Saved data entries:

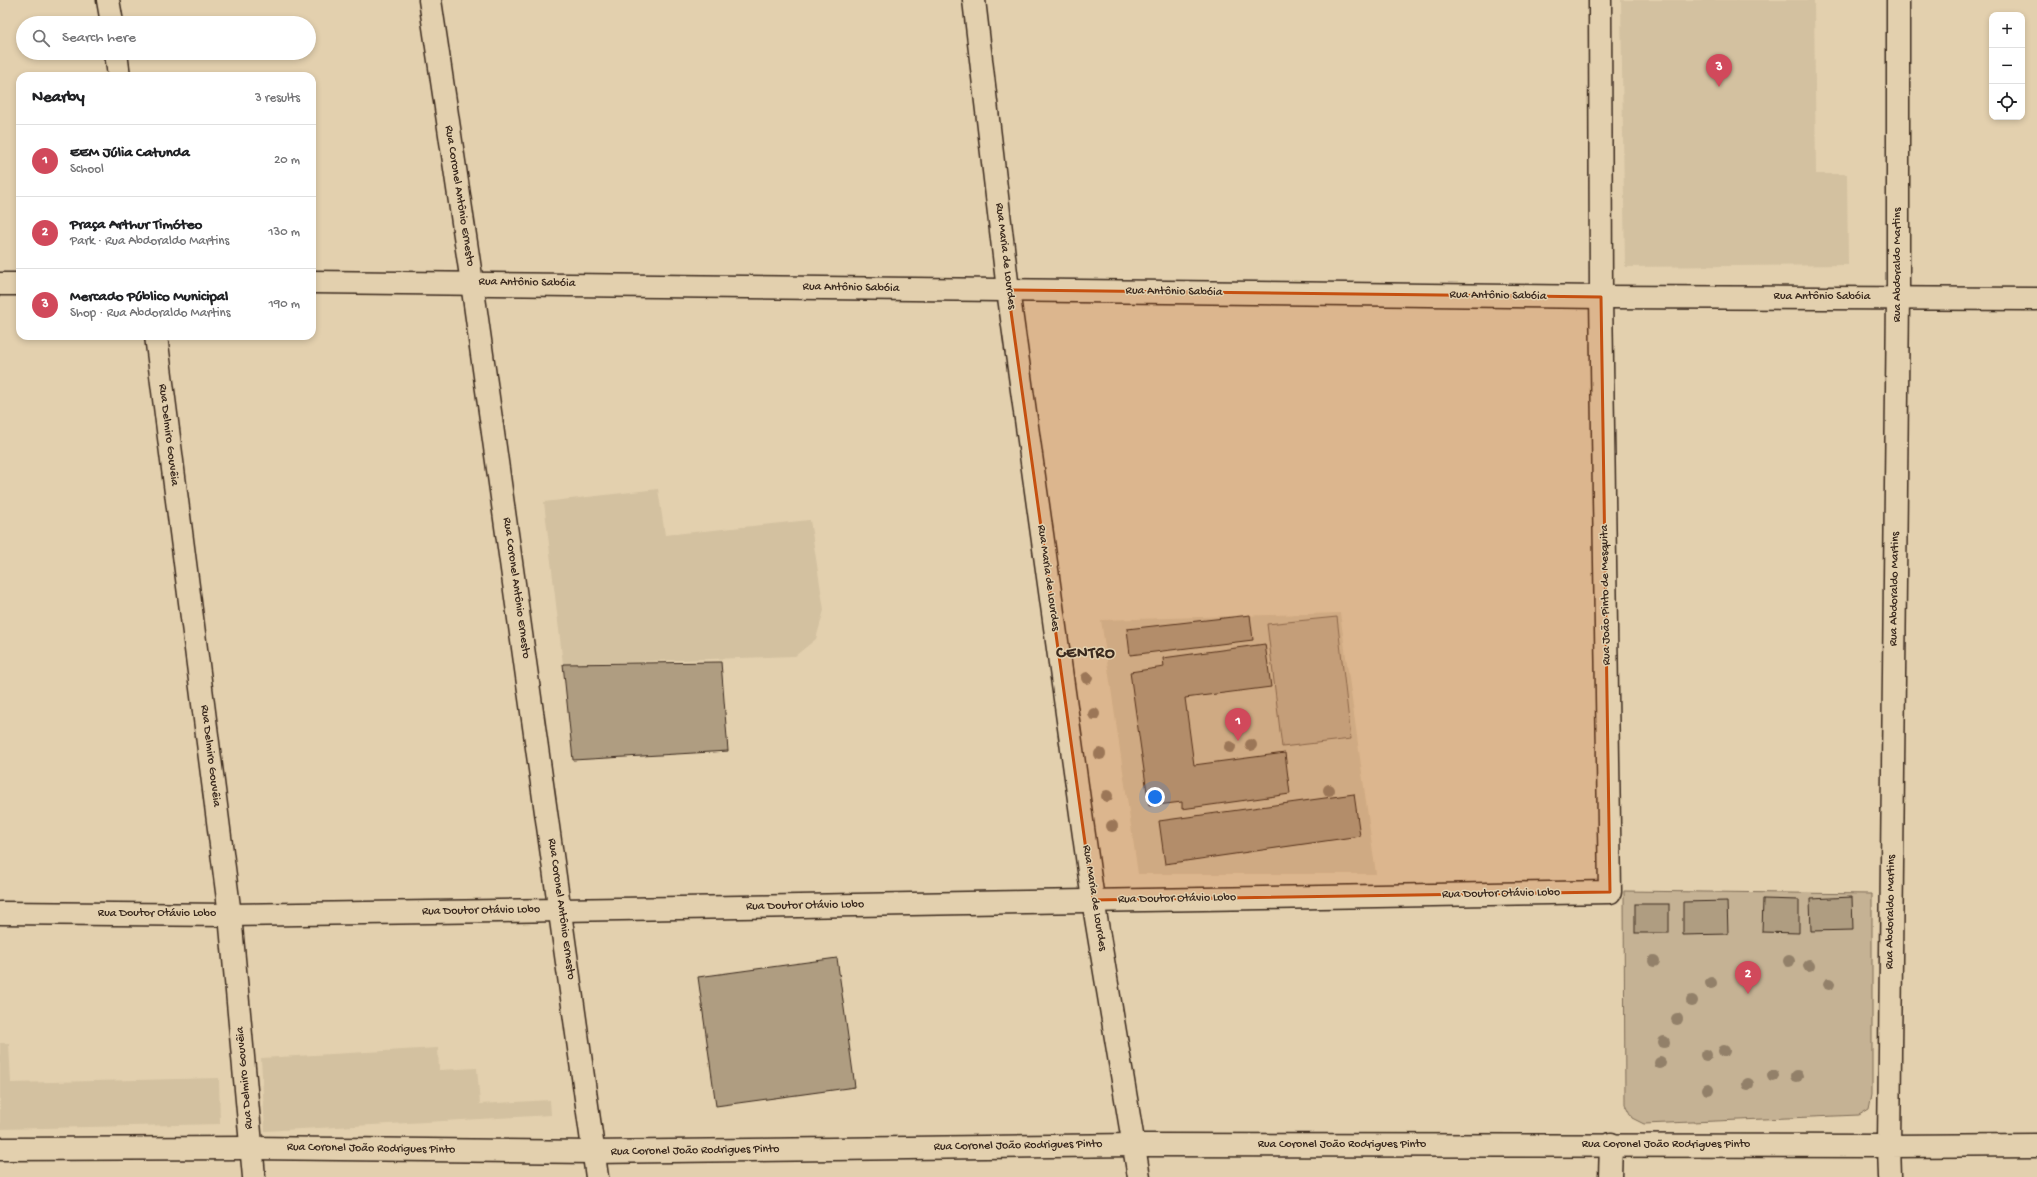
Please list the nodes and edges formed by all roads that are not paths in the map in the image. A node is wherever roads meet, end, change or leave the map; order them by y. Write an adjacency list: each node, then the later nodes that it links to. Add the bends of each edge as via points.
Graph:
1 (108, 0): 6 (street)
2 (430, 0): 10 (street, Rua Coronel Antônio Ernesto)
3 (974, 0): 13 (street, Rua Maria de Lourdes)
4 (1600, 0): 14 (street, Rua João Pinto de Mesquita)
5 (1898, 0): 15 (street, Rua Abdoraldo Martins)
6 (111, 16)
7 (117, 60): 8 (street)
8 (118, 72)
9 (316, 282): 10 (street, Rua Antônio Sabóia)
10 (472, 283): 13 (street, Rua Antônio Sabóia); 20 (street, Rua Coronel Antônio Ernesto)
11 (0, 284): 12 (street)
12 (16, 284)
13 (1008, 290): 14 (street, Rua Antônio Sabóia); 19 (street, Rua Maria de Lourdes)
14 (1601, 297): 15 (street, Rua Antônio Sabóia); 18 (street, Rua João Pinto de Mesquita)
15 (1898, 297): 16 (street, Rua Antônio Sabóia); 26 (street, Rua Abdoraldo Martins)
16 (2037, 299)
17 (157, 340): 22 (street, Rua Delmiro Gouvêia)
18 (1610, 892): 19 (street, Rua Doutor Otávio Lobo)
19 (1093, 900): 20 (street, Rua Doutor Otávio Lobo); 24 (street, Rua Maria de Lourdes)
20 (561, 910): 22 (street, Rua Doutor Otávio Lobo); 29 (street, Rua Coronel Antônio Ernesto)
21 (0, 913): 22 (street, Rua Doutor Otávio Lobo)
22 (230, 915): 27 (street, Rua Delmiro Gouvêia)
23 (1611, 1144): 24 (street, Rua Coronel João Rodrigues Pinto); 26 (street, Rua Coronel João Rodrigues Pinto); 33 (street)
24 (1134, 1145): 29 (street, Rua Coronel João Rodrigues Pinto); 32 (street, Rua Maria de Lourdes)
25 (2037, 1145): 26 (street, Rua Coronel João Rodrigues Pinto)
26 (1889, 1146): 34 (street, Rua Abdoraldo Martins)
27 (251, 1148): 28 (street, Rua Coronel João Rodrigues Pinto); 29 (street, Rua Coronel João Rodrigues Pinto); 30 (street, Rua Delmiro Gouvêia)
28 (0, 1149)
29 (593, 1152): 31 (street, Rua Coronel Antônio Ernesto)
30 (254, 1177)
31 (598, 1177)
32 (1139, 1177)
33 (1610, 1177)
34 (1890, 1177)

» Exercise requirements: A word-for-word repetition of the data above, without pictures, is the expected answer.

» Your solution:
Please list the nodes and edges formed by all roads that are not paths in the map in the image. A node is wherever roads meet, end, change or leave the map; order them by y. Write an adjacency list: each node, then the later nodes that it links to. Add the bends of each edge as via points.
Graph:
1 (108, 0): 6 (street)
2 (430, 0): 10 (street, Rua Coronel Antônio Ernesto)
3 (974, 0): 13 (street, Rua Maria de Lourdes)
4 (1600, 0): 14 (street, Rua João Pinto de Mesquita)
5 (1898, 0): 15 (street, Rua Abdoraldo Martins)
6 (111, 16)
7 (117, 60): 8 (street)
8 (118, 72)
9 (316, 282): 10 (street, Rua Antônio Sabóia)
10 (472, 283): 13 (street, Rua Antônio Sabóia); 20 (street, Rua Coronel Antônio Ernesto)
11 (0, 284): 12 (street)
12 (16, 284)
13 (1008, 290): 14 (street, Rua Antônio Sabóia); 19 (street, Rua Maria de Lourdes)
14 (1601, 297): 15 (street, Rua Antônio Sabóia); 18 (street, Rua João Pinto de Mesquita)
15 (1898, 297): 16 (street, Rua Antônio Sabóia); 26 (street, Rua Abdoraldo Martins)
16 (2037, 299)
17 (157, 340): 22 (street, Rua Delmiro Gouvêia)
18 (1610, 892): 19 (street, Rua Doutor Otávio Lobo)
19 (1093, 900): 20 (street, Rua Doutor Otávio Lobo); 24 (street, Rua Maria de Lourdes)
20 (561, 910): 22 (street, Rua Doutor Otávio Lobo); 29 (street, Rua Coronel Antônio Ernesto)
21 (0, 913): 22 (street, Rua Doutor Otávio Lobo)
22 (230, 915): 27 (street, Rua Delmiro Gouvêia)
23 (1611, 1144): 24 (street, Rua Coronel João Rodrigues Pinto); 26 (street, Rua Coronel João Rodrigues Pinto); 33 (street)
24 (1134, 1145): 29 (street, Rua Coronel João Rodrigues Pinto); 32 (street, Rua Maria de Lourdes)
25 (2037, 1145): 26 (street, Rua Coronel João Rodrigues Pinto)
26 (1889, 1146): 34 (street, Rua Abdoraldo Martins)
27 (251, 1148): 28 (street, Rua Coronel João Rodrigues Pinto); 29 (street, Rua Coronel João Rodrigues Pinto); 30 (street, Rua Delmiro Gouvêia)
28 (0, 1149)
29 (593, 1152): 31 (street, Rua Coronel Antônio Ernesto)
30 (254, 1177)
31 (598, 1177)
32 (1139, 1177)
33 (1610, 1177)
34 (1890, 1177)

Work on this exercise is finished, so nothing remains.